Materials provided -
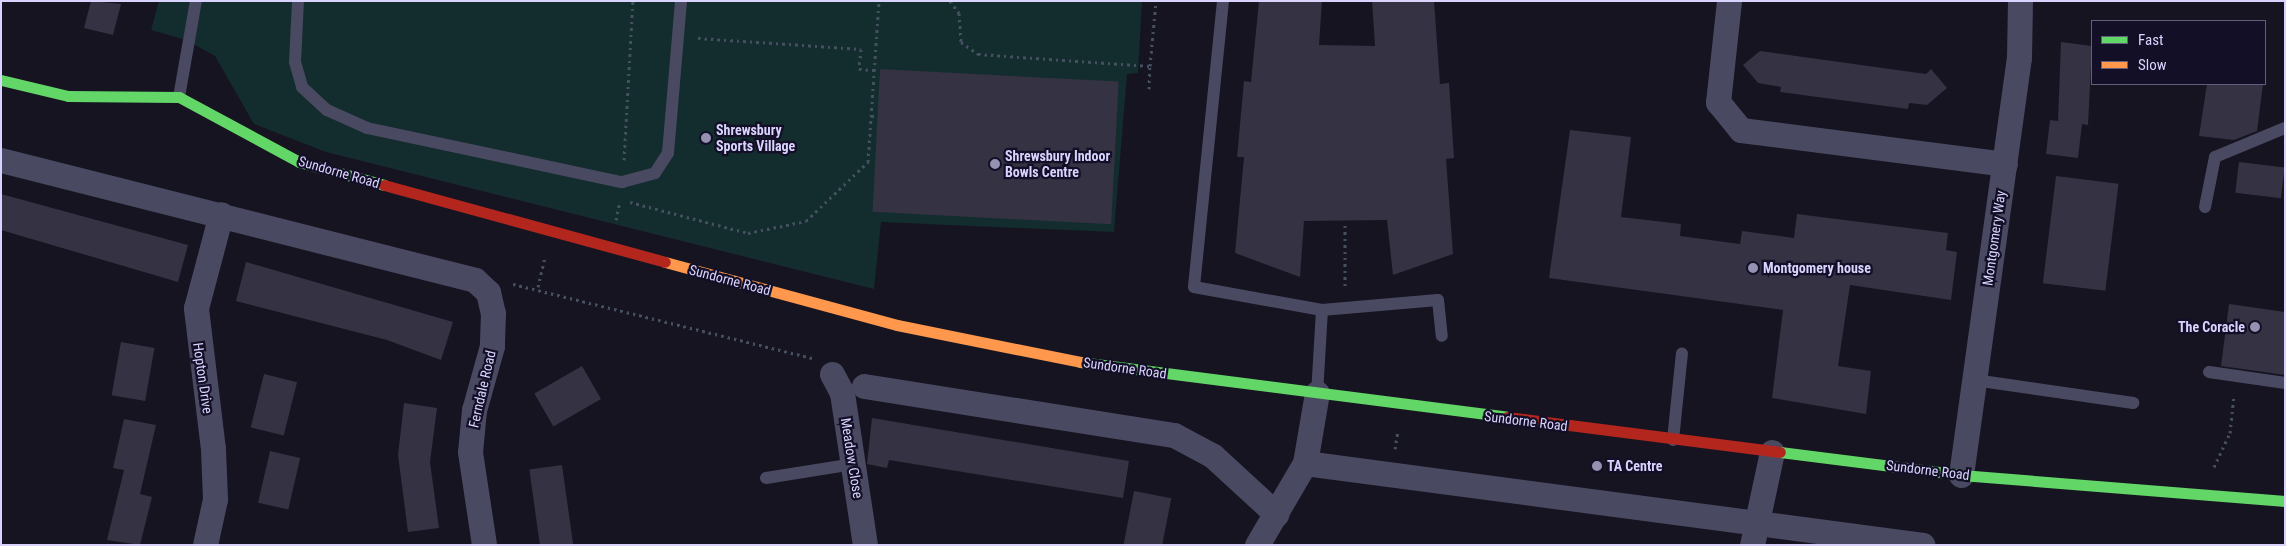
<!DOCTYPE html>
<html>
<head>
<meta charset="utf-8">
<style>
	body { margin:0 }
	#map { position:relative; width:2286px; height:546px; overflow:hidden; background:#161421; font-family:"Roboto Condensed",sans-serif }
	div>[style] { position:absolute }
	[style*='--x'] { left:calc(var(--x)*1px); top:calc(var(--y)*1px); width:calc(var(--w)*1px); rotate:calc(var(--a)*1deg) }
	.green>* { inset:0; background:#132c2d }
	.building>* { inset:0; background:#343243; transform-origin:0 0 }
	.path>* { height:3px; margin-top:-1.5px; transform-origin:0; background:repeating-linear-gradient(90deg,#44505f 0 2.5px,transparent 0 6.5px) }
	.lane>* { height:12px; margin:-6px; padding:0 6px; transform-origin:6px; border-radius:6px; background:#4a4962 }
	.street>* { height:25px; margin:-12.5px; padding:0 12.5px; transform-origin:12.5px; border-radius:12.5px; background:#4a4962 }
	.fast>* { height:11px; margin:-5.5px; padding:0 5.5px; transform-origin:5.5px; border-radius:5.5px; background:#63d668 }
	.slow>* { height:11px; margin:-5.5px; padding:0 5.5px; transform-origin:5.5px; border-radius:5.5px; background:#ff974d }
	.jam>* { height:11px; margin:-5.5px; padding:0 5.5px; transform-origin:5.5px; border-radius:5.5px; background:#b3261e }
	.dots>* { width:14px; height:14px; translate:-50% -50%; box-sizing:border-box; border:2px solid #130f26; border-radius:50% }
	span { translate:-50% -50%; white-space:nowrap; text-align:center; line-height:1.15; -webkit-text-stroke:4.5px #130f26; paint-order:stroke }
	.poi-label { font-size:14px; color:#d9d4ff; font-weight:700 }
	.left { translate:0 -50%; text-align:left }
	.right { translate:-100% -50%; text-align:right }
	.street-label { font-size:14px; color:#d9d4ff }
	.frame { position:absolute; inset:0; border:2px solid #d9d4ff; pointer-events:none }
	.legend { position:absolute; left:2091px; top:20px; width:175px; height:65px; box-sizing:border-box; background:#130f26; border:1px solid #625e7d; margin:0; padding:6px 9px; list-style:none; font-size:15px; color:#d9d4ff }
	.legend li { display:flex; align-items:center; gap:10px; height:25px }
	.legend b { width:25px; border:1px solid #625e7d }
</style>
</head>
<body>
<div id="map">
	<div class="green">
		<i style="clip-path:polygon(159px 1px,1142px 1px,1138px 73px,1127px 74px,1114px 232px,881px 222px,874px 289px,326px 152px,254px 124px,215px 56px,186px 40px,151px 30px)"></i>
	</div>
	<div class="building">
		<i style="clip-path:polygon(91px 1px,121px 4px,113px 35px,84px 28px)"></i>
		<i style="clip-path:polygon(1259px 1px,1322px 1px,1319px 45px,1375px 46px,1372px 1px,1434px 1px,1440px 84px,1449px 83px,1454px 158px,1446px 159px,1453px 254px,1393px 275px,1387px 220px,1304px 221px,1300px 277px,1235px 253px,1244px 157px,1237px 157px,1244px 81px,1251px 82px)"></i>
		<i style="clip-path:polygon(2061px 42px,2092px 46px,2088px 125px,2082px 124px,2078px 158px,2046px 154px,2050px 120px,2058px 121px)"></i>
		<i style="clip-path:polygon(1760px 51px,1926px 74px,1931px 69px,1947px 88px,1927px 105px,1909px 103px,1908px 109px,1780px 92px,1781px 87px,1758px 83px,1743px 65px)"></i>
		<i style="left:880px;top:69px;width:239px;height:143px;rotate:3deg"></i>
		<i style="clip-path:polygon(2207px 84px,2263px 84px,2257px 131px,2234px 140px,2199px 136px)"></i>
		<i style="clip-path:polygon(1570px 130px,1631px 137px,1621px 217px,1681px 224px,1680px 236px,1740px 244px,1742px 231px,1794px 238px,1797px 214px,1948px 233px,1946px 250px,1957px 252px,1951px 300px,1850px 285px,1838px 366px,1871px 371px,1866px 414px,1772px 398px,1783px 310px,1549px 278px)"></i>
		<i style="left:2239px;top:162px;width:46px;height:31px;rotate:7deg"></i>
		<i style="left:2056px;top:176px;width:63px;height:108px;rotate:7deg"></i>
		<i style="clip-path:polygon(1px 194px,188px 245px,178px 282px,1px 230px)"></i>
		<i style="clip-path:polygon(246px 262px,453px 322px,441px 360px,387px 340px,236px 301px)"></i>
		<i style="clip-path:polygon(2229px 304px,2285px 312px,2285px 375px,2221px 366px)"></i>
		<i style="left:121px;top:342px;width:34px;height:54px;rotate:10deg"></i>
		<i style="left:582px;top:366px;width:38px;height:55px;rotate:60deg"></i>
		<i style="left:264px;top:374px;width:34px;height:55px;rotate:14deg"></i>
		<i style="clip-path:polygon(404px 403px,437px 408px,430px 462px,439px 528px,408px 532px,398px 455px)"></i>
		<i style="clip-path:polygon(872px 418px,1129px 461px,1123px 498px,889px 460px,887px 468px,867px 464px)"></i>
		<i style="clip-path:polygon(124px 419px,156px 425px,140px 494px,152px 497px,140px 545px,107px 540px,124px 470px,113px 468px)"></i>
		<i style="left:270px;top:451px;width:31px;height:53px;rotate:13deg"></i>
		<i style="left:562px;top:465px;width:81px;height:33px;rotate:82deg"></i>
		<i style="left:1134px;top:491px;width:38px;height:55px;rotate:11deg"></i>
	</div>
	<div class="path">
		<i style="--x:950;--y:1;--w:15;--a:53"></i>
		<i style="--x:959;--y:13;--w:29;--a:86"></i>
		<i style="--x:961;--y:42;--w:21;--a:35"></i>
		<i style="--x:978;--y:54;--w:172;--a:4"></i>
		<i style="--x:1150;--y:66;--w:65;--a:-84.7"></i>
		<i style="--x:698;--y:38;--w:163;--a:3.9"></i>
		<i style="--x:861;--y:49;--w:20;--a:96"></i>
		<i style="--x:859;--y:69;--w:15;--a:4"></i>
		<i style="--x:1149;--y:89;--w:23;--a:-88"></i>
		<i style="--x:871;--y:116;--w:7;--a:0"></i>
		<i style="--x:624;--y:160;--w:159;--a:-86.8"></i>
		<i style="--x:630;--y:202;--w:122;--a:14.7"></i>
		<i style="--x:748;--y:233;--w:59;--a:-11.7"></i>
		<i style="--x:806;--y:221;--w:86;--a:-43.6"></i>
		<i style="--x:868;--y:162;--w:161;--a:-86.1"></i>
		<i style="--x:616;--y:220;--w:19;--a:-78"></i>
		<i style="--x:1345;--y:225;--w:64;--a:90"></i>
		<i style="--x:513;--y:284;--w:308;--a:13.9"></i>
		<i style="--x:538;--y:287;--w:32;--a:-77"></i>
		<i style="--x:1395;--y:449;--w:19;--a:-81"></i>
		<i style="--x:2214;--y:467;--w:38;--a:-65"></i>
		<i style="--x:2230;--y:433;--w:38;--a:-84"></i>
	</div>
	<div class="lane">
		<i style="--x:298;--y:1;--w:61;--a:92.8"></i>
		<i style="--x:295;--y:62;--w:26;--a:74"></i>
		<i style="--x:302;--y:87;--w:34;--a:43"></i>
		<i style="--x:327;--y:110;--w:44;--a:24.2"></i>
		<i style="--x:367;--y:128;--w:261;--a:12"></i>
		<i style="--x:622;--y:182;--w:34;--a:-15"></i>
		<i style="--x:655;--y:173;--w:24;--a:-57"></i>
		<i style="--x:668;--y:153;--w:153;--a:-85.1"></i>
		<i style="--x:1223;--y:1;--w:287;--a:95.8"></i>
		<i style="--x:1194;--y:287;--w:130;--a:10.2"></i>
		<i style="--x:1322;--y:310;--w:83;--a:93.4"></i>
		<i style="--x:179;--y:97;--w:97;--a:-80"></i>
		<i style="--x:2205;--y:207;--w:51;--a:-78.7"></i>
		<i style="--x:2215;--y:157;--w:76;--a:-22.5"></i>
		<i style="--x:1322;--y:310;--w:116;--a:-4.9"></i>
		<i style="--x:1438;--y:300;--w:36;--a:84"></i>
		<i style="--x:2209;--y:372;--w:77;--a:8.2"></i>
		<i style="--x:1974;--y:380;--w:161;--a:8.2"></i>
		<i style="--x:1673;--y:440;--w:87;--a:-84.1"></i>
		<i style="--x:766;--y:478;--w:88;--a:-9.1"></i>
	</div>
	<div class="street">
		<i style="--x:1729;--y:1;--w:102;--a:96.2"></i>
		<i style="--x:1718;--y:102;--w:36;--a:51"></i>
		<i style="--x:1741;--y:130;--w:266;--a:7.3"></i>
		<i style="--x:1;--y:160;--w:489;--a:14.2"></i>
		<i style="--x:475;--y:280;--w:18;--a:43"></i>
		<i style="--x:488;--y:292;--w:22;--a:77"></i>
		<i style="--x:493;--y:313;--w:33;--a:92"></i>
		<i style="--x:492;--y:346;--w:66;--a:105.7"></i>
		<i style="--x:474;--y:410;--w:42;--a:95.4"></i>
		<i style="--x:470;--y:452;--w:94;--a:81.4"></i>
		<i style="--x:832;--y:374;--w:21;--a:62"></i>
		<i style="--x:842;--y:393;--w:154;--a:81.4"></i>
		<i style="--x:864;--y:386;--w:314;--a:9"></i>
		<i style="--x:1174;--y:435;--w:44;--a:28.3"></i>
		<i style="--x:1213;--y:456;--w:86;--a:42.6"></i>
		<i style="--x:1305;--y:463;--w:623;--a:7.56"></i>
		<i style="--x:1961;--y:475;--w:421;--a:-82.1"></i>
		<i style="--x:2019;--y:58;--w:57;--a:-89"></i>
		<i style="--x:205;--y:545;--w:47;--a:-77.7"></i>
		<i style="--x:215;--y:499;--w:50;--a:-92.3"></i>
		<i style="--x:213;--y:449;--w:142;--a:-96.9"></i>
		<i style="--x:196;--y:308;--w:97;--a:-75.1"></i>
		<i style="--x:1257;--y:545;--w:95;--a:-59.7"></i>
		<i style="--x:1305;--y:463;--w:71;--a:-80.3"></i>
		<i style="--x:1752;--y:545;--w:95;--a:-77.9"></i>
	</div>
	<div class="fast">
		<i style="--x:1;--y:80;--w:69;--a:13.4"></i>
		<i style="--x:68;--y:96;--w:111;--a:0.5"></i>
		<i style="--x:179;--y:97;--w:136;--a:28.4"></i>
		<i style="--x:299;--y:162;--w:88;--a:15.1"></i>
		<i style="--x:1080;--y:362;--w:431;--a:7.3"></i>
		<i style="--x:1780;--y:452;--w:182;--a:7.2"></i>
		<i style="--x:1961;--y:475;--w:325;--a:4.6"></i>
	</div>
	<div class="slow">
		<i style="--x:665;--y:262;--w:240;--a:15.2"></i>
		<i style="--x:897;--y:325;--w:187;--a:11.4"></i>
	</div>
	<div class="jam">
		<i style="--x:384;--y:185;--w:291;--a:15.3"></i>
		<i style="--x:1507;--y:417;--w:275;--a:7.3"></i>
	</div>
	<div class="dots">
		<i style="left:706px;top:138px;background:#9591b1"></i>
		<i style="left:995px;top:164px;background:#9591b1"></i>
		<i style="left:1753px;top:268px;background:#9591b1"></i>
		<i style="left:2255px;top:327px;background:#9591b1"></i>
		<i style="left:1597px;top:466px;background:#9591b1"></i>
	</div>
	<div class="poi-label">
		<span class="left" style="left:716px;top:138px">Shrewsbury<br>Sports Village</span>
		<span class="left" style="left:1005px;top:164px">Shrewsbury Indoor<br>Bowls Centre</span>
		<span class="left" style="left:1763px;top:268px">Montgomery house</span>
		<span class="right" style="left:2245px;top:327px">The Coracle</span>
		<span class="left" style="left:1607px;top:466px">TA Centre</span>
	</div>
	<div class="street-label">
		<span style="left:339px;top:172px;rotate:16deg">Sundorne Road</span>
		<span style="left:1994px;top:238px;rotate:-82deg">Montgomery Way</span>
		<span style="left:730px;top:280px;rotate:15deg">Sundorne Road</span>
		<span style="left:1125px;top:368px;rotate:8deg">Sundorne Road</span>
		<span style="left:203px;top:378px;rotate:82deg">Hopton Drive</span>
		<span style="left:482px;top:389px;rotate:-77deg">Ferndale Road</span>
		<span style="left:1526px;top:421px;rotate:7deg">Sundorne Road</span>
		<span style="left:852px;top:458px;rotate:81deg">Meadow Close</span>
		<span style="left:1928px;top:470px;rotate:7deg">Sundorne Road</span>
	</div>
	<div class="frame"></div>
	<ul class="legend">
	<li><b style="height:6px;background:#63d668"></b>Fast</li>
	<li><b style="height:6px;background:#ff974d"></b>Slow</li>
	</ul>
</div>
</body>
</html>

Problem requirements - Only the lines from the first line of the data above through the line with "height:12px; margin:-6px; padding:0" should appear in the answer, retyped exactly, with every picture left out.

Answer to the exercise -
<!DOCTYPE html>
<html>
<head>
<meta charset="utf-8">
<style>
	body { margin:0 }
	#map { position:relative; width:2286px; height:546px; overflow:hidden; background:#161421; font-family:"Roboto Condensed",sans-serif }
	div>[style] { position:absolute }
	[style*='--x'] { left:calc(var(--x)*1px); top:calc(var(--y)*1px); width:calc(var(--w)*1px); rotate:calc(var(--a)*1deg) }
	.green>* { inset:0; background:#132c2d }
	.building>* { inset:0; background:#343243; transform-origin:0 0 }
	.path>* { height:3px; margin-top:-1.5px; transform-origin:0; background:repeating-linear-gradient(90deg,#44505f 0 2.5px,transparent 0 6.5px) }
	.lane>* { height:12px; margin:-6px; padding:0 6px; transform-origin:6px; border-radius:6px; background:#4a4962 }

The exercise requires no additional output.